Records provided:

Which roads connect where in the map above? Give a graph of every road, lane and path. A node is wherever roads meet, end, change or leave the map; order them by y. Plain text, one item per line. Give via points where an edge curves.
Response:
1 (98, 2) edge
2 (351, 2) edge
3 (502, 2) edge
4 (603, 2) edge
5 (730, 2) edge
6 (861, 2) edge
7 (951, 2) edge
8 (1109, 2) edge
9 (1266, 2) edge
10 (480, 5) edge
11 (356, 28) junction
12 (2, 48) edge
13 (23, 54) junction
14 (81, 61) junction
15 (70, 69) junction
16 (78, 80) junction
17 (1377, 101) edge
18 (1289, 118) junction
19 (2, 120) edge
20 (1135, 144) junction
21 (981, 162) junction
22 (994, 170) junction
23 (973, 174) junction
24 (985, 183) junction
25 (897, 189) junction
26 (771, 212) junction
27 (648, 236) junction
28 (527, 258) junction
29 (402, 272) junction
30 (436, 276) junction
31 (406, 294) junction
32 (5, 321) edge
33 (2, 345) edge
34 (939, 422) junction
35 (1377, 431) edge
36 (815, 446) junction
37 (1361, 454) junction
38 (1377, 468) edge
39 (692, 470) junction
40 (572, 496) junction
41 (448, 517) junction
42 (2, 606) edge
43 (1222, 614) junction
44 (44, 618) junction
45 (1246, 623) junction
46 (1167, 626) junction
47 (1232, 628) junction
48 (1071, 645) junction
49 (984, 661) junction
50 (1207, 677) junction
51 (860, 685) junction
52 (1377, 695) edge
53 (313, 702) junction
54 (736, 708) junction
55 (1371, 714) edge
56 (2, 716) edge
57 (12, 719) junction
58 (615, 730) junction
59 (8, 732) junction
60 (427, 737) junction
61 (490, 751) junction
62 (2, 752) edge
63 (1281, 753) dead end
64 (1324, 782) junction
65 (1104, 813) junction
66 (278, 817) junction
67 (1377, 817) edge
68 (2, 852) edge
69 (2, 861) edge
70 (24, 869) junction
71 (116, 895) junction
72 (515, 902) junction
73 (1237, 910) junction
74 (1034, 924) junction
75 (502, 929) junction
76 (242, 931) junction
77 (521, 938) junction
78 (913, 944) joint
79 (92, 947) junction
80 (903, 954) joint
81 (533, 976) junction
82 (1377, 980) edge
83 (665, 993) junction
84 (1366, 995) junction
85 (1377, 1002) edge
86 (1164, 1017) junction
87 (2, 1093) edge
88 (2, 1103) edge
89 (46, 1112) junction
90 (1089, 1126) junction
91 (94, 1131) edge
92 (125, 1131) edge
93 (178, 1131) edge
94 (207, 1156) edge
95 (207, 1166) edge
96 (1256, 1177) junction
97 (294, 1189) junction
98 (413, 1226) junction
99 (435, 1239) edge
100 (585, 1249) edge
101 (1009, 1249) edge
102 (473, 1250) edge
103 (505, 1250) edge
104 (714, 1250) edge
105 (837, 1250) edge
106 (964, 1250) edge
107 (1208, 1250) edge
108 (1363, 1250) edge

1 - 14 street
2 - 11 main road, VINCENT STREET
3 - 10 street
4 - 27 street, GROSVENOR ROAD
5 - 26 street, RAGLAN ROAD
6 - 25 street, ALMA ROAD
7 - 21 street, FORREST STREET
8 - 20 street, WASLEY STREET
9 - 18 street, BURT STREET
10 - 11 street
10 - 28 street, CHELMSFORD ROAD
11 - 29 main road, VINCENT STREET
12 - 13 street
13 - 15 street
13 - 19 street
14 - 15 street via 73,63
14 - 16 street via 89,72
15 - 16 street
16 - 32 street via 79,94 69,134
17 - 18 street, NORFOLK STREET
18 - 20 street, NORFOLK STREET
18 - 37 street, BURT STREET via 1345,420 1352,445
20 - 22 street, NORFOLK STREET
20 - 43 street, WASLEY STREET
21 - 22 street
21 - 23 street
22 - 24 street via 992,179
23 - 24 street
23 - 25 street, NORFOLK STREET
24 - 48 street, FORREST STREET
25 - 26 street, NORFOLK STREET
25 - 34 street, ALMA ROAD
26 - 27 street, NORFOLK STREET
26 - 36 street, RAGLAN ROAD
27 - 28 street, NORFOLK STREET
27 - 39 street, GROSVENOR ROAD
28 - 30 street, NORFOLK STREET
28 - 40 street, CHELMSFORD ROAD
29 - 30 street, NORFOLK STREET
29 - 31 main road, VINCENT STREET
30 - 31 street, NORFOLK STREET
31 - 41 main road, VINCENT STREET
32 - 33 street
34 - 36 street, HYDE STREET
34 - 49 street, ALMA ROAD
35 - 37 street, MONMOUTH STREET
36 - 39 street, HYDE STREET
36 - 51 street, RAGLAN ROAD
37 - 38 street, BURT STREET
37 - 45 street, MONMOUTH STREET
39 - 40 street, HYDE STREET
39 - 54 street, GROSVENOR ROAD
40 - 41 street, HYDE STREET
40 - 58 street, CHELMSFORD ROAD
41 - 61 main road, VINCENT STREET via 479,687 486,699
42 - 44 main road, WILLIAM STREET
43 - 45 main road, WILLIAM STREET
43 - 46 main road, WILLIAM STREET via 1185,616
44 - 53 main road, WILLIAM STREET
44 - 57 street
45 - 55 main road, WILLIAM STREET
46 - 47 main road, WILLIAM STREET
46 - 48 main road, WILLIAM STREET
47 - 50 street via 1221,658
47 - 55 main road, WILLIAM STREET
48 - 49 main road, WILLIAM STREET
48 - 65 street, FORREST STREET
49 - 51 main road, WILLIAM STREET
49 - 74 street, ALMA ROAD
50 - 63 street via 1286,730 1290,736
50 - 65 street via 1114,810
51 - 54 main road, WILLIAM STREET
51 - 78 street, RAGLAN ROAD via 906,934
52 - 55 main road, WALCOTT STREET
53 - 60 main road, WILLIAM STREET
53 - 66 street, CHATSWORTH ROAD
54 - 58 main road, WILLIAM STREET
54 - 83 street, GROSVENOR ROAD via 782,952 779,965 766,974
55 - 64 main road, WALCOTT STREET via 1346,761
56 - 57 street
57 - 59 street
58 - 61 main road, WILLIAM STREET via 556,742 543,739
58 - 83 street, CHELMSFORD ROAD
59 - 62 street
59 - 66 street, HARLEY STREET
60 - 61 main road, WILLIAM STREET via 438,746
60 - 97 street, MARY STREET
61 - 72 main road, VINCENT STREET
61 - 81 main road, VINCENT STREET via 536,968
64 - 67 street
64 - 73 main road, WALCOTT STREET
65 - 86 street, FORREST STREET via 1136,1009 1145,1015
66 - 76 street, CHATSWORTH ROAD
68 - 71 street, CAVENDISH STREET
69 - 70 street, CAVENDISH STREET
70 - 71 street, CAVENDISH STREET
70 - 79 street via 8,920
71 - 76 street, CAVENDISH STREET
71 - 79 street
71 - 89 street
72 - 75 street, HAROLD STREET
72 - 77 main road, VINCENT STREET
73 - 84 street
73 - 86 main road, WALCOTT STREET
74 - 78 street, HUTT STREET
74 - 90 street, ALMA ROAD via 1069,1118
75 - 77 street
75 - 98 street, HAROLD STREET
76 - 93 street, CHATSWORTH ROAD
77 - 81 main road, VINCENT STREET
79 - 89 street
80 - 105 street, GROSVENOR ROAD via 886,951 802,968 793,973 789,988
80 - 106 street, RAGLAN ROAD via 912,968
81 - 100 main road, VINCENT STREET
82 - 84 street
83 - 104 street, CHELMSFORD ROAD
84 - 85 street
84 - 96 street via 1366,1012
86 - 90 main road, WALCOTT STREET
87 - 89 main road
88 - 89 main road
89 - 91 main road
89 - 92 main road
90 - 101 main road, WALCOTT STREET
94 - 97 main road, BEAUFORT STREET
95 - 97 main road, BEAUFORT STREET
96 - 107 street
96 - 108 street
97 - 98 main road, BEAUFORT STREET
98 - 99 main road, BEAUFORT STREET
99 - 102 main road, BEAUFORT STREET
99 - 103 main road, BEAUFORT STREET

What you need to do:
Check every line above for the string "NORFOLK", and copy the ones that have it.

Output of the exercise:
17 - 18 street, NORFOLK STREET
18 - 20 street, NORFOLK STREET
20 - 22 street, NORFOLK STREET
23 - 25 street, NORFOLK STREET
25 - 26 street, NORFOLK STREET
26 - 27 street, NORFOLK STREET
27 - 28 street, NORFOLK STREET
28 - 30 street, NORFOLK STREET
29 - 30 street, NORFOLK STREET
30 - 31 street, NORFOLK STREET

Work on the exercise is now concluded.